Introduction
In this post we will look at adding a pipeline to a Go Server installation. We will use the server configuration that we updated last time out
Before We Start
We will need a sample project before we can build a pipeline to update it. If you have a project of your own that you want to use, go ahead and use it, otherwise let’s use a simple project to get us going. We are going to use the code from Google’s codelab Your First Progressive Web App Codelab
Sign in or sign up to github.com and go to the repo and click on ‘fork’ to create a fork of the source code in your github account. Once the fork has been created, click on the ‘Code` button to reveal the clone window, click on the ‘use HTTPS’ option click on the copy icon. Make a note of the copied URL as we will be using this shortly. The screen should look something like this;
Getting Started
Open a terminal / command window session and navigate to where your docker project is installed. Run docker-compose up -d
to start the server as a daemon.
Go to http://localhost:8153/go; Whilst the server is starting up, flick through the carousel of GoCD concepts that are displayed on the screen.
Adding a pipeline
Eventually you should be presented with the ‘Add a New Pipeline’ wizard. Let’s walk through the steps;
In the ‘Repository URL` in Part 1: Material add the link you obtained in the previous section and click on ‘Test Connection’. You should see a “connection OK” response from the server.
In ‘Part 2: Pipeline Name’ give your pipeline an appropriate name. I have called mine (unimaginatively) ‘pwa_app’
In ‘Part 3: Stage Details’ give the stage an appropriate name. I have called mine (unimaginatively) ‘test’
In ‘Part 4: Job and Tasks’ I have called my initial job ‘run-tests’ and added a task in the prompt window of npm test
Your completed screen should look something like this;
Click on the ‘save and run this pipeline’ button. After a minute or two, you should be presented with this screen
After a minute or two, the yellow progress indicator should change to a green icon to indicate that your configuration is successful.
Congratulations you have successfully completed your first pipeline.
Before We Go
We are starting to flesh out our pipeline configuration and it would be good to not have to start over each time we go through an exercise. Let’s take a quick look at how we can save our existing configuration and re-use it next time out.
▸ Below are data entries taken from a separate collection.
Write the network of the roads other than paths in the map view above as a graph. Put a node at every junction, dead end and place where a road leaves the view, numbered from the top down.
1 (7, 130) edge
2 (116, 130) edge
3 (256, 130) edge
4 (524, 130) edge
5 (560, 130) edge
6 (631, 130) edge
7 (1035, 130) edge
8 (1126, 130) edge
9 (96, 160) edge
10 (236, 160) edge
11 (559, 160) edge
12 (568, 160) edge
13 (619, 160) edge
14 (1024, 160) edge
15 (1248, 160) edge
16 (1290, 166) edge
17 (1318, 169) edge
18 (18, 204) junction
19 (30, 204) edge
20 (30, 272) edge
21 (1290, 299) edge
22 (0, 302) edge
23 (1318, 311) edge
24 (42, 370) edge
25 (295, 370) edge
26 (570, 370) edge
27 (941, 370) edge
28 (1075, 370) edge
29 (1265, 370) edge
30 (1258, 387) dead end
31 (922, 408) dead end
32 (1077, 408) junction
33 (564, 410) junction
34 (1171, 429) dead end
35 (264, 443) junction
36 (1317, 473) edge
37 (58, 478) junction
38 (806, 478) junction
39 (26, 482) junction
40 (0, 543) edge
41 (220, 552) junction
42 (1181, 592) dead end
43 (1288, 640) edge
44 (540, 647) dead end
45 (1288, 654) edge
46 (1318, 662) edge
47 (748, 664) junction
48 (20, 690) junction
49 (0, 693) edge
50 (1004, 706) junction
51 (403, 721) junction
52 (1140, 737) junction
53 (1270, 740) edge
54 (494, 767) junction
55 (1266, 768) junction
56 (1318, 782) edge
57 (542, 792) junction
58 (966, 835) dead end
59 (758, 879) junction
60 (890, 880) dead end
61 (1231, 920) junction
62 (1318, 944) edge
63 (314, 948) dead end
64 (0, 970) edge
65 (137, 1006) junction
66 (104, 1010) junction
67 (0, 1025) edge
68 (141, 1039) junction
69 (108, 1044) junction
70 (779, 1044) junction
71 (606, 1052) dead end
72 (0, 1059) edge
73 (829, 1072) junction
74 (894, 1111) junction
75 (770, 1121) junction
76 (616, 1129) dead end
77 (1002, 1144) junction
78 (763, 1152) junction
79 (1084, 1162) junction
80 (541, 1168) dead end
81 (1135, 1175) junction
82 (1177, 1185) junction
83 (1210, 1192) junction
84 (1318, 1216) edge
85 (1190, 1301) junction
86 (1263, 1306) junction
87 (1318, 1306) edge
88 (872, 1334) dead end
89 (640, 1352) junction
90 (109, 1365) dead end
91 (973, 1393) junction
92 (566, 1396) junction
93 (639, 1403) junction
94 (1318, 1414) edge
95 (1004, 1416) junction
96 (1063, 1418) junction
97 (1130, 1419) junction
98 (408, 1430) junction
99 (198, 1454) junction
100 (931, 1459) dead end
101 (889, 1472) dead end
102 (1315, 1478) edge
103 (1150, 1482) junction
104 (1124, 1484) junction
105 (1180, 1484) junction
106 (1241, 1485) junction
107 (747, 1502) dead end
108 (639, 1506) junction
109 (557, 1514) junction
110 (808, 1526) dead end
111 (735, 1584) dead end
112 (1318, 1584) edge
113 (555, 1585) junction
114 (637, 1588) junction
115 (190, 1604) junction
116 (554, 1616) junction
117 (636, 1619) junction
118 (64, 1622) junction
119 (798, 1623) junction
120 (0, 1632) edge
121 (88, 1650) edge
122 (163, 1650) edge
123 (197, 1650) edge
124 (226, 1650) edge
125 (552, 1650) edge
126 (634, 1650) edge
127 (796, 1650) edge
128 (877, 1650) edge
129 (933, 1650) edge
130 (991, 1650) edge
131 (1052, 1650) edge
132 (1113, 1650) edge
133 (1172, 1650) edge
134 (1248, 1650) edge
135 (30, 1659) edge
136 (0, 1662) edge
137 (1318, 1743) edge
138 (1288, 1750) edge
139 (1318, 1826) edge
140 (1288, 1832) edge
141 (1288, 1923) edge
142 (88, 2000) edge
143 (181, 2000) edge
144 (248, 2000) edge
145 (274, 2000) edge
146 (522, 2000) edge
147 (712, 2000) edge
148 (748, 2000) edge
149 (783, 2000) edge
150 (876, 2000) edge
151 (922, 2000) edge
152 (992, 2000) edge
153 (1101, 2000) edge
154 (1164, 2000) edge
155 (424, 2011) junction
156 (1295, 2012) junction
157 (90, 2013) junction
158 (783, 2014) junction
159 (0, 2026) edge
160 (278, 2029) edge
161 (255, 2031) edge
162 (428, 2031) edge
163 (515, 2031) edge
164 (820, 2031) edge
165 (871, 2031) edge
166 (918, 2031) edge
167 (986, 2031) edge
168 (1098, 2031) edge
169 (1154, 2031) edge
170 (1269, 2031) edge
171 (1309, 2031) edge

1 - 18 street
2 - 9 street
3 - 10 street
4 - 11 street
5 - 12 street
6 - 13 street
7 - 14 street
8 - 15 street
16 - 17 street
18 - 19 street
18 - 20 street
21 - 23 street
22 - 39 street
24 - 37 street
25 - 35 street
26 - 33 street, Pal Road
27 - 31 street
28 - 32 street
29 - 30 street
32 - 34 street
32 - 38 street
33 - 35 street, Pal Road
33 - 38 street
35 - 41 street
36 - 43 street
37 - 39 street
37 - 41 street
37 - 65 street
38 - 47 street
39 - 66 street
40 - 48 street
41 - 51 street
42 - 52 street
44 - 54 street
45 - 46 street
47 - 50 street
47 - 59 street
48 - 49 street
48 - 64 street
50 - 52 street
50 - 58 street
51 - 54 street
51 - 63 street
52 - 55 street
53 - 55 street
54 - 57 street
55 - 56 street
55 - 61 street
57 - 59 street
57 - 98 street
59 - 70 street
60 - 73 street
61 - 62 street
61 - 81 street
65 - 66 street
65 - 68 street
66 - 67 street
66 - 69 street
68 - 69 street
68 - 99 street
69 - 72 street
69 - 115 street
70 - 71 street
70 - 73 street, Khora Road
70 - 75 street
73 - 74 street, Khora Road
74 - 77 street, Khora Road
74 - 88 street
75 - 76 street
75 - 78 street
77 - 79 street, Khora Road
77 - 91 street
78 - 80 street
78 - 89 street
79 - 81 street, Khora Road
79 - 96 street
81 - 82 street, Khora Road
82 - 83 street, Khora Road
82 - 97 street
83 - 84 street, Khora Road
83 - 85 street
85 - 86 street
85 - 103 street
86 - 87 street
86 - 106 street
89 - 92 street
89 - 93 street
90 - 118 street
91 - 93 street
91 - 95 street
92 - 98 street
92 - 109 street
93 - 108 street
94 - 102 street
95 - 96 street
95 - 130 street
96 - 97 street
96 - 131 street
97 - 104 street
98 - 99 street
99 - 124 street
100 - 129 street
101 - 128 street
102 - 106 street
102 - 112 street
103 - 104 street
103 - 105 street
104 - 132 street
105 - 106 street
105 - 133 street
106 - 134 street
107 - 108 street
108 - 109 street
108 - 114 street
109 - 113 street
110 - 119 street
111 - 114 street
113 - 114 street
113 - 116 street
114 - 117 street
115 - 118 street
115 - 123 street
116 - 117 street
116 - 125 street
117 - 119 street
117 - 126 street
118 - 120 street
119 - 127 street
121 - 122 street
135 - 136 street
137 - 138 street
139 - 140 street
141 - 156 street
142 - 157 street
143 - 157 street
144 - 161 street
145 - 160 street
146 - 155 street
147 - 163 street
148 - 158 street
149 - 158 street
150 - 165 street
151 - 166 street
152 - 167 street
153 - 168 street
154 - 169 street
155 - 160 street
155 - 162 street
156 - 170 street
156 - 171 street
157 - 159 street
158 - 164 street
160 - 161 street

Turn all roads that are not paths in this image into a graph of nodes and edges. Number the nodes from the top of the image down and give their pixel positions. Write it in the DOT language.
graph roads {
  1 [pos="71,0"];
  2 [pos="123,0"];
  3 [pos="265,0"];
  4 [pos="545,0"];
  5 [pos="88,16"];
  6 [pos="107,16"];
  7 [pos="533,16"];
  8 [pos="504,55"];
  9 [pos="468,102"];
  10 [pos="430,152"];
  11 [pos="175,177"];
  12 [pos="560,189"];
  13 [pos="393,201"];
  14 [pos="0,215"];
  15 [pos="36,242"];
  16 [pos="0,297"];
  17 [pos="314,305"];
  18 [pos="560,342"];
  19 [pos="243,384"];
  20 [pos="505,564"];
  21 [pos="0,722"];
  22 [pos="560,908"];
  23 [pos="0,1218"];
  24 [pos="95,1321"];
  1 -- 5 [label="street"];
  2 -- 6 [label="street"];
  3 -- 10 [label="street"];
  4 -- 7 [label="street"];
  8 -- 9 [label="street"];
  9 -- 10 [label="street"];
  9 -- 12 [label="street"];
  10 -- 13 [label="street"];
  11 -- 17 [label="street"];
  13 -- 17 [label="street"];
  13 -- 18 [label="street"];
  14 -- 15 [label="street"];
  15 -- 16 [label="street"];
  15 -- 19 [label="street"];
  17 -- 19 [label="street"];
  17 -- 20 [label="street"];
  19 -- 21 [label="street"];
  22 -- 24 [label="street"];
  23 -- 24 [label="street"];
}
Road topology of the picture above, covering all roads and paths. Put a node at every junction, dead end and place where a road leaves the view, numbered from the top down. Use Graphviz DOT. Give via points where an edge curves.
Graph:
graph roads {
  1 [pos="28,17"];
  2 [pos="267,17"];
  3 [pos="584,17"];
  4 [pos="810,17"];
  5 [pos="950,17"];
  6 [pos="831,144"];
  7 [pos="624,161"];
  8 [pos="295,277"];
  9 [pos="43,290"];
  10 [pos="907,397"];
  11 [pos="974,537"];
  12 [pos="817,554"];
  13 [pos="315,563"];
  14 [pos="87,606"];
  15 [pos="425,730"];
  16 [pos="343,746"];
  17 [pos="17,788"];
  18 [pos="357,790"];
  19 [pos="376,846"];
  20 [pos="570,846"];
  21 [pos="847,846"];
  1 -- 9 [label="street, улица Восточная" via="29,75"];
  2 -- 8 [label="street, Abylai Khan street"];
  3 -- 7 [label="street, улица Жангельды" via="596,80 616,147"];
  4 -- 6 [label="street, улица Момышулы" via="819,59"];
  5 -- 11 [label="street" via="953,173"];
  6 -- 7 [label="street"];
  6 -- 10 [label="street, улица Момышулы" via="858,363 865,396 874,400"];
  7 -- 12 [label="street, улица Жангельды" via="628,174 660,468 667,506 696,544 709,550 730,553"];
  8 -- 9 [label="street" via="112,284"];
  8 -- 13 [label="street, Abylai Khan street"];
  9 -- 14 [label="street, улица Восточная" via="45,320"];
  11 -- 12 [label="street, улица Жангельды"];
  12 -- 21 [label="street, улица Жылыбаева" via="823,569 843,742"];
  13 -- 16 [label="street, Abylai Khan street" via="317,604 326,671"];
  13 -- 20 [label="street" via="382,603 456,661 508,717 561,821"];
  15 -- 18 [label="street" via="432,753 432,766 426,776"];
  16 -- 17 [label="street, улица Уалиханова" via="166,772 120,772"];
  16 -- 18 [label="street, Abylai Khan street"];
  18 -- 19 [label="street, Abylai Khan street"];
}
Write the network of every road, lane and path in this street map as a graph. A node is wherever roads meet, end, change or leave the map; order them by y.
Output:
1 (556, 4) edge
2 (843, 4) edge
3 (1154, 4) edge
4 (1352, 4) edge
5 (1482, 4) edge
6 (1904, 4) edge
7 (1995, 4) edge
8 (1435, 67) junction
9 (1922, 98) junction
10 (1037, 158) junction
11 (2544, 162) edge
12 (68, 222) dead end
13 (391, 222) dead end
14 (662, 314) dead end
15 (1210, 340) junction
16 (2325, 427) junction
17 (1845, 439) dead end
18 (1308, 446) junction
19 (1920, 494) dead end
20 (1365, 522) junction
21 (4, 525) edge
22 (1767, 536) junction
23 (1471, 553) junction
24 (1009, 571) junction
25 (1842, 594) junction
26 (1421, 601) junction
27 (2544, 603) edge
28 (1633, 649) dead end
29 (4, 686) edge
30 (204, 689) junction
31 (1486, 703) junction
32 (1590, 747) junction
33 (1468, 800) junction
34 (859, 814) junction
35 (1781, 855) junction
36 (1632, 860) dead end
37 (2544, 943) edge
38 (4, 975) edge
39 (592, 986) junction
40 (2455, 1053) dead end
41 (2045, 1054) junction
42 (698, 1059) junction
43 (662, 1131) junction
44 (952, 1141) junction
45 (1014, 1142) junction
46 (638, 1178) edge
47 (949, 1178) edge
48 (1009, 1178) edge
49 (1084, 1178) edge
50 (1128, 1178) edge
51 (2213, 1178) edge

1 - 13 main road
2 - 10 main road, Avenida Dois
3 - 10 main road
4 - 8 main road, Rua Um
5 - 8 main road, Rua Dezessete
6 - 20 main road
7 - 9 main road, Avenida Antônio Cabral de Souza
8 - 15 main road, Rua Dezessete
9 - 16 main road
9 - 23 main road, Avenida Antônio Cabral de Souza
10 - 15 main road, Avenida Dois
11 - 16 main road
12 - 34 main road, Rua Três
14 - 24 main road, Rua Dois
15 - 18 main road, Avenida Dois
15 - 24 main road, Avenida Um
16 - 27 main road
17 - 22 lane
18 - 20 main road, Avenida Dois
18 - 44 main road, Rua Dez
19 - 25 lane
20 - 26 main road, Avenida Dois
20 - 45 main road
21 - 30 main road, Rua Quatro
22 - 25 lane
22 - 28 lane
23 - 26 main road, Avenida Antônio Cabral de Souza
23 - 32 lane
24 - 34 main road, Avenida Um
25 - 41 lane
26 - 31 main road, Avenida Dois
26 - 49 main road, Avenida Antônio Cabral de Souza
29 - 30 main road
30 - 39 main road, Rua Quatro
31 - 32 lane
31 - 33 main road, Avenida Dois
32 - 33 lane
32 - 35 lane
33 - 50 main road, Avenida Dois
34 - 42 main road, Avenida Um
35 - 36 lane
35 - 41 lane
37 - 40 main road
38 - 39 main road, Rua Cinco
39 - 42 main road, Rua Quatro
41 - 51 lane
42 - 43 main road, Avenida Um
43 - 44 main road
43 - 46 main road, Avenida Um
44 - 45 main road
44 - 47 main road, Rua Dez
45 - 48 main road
In a browser, navigate to your Go Server, select admin
and then backup
from the navigation menu and then click on the perform backup
button. Click confirm
to proceed. Eventually you should see a screen like the one below;
Open a terminal window at the root of your project folder where your Go Server Dockerfile and Docker-compose.yml files are.
run the following command*
docker cp $(docker ps | grep mygocdserverimage | awk '{print $1}')://go-working-dir/artifacts/serverBackups .
*run which awk
if you are unsure if you have awk installed. Awk is installed on most UNIX/Linux distributions and is available via Homebrew and Apt. Head over to here for everything else.
This will download all the backups from your running instance of the go server to your local file system into a folder called serverBackups.
Run the following commands (substitute backup_20200819–142909 with the folder name relevant for the backup you want to copy)
unzip serverBackups/backup_20200819-142909/config-dir.zip -d ./server/config
unzip serverBackups/backup_20200819-142909/db.zip -d ./server/config/
This will copy all the relevant files from your running server instance and allow you to reuse them in a new Docker image.
If you look at the Dockerfile in your server config directory you will see that this config directory gets copied to your server container image on build. You will also see that the script copykeystore.sh
gets added to the directory /docker-entrypoint.d
meaning that
Run docker-compose down
to close down your running Go Server.
Run docker-compose up --build -d
to create and run a new Docker image with your saved config. navigate to your Go Server again and you will see that the config has been preserved as is the history of your pipeline.